- _Task instructions_
Using the data beneath, show every line that includes the word "Boulevard".

- _Input material_
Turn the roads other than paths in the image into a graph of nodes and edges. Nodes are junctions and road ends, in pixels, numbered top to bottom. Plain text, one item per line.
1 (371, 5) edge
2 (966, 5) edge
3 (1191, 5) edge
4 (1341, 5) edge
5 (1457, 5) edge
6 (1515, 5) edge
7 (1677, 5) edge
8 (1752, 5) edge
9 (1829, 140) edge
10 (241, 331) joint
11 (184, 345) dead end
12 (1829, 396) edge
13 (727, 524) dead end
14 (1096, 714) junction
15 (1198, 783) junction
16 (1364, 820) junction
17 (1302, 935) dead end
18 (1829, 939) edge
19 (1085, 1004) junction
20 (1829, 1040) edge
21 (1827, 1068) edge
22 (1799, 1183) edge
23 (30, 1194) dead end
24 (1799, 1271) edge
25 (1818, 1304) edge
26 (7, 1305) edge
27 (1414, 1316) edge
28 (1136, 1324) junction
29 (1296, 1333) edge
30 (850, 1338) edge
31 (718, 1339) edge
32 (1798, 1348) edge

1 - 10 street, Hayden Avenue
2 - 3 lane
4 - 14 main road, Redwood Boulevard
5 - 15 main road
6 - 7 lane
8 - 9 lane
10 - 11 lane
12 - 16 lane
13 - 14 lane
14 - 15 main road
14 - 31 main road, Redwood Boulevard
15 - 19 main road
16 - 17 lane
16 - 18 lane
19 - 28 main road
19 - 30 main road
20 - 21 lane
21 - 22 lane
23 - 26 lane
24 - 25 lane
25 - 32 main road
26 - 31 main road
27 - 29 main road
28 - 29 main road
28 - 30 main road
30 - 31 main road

- _Reply_
4 - 14 main road, Redwood Boulevard
14 - 31 main road, Redwood Boulevard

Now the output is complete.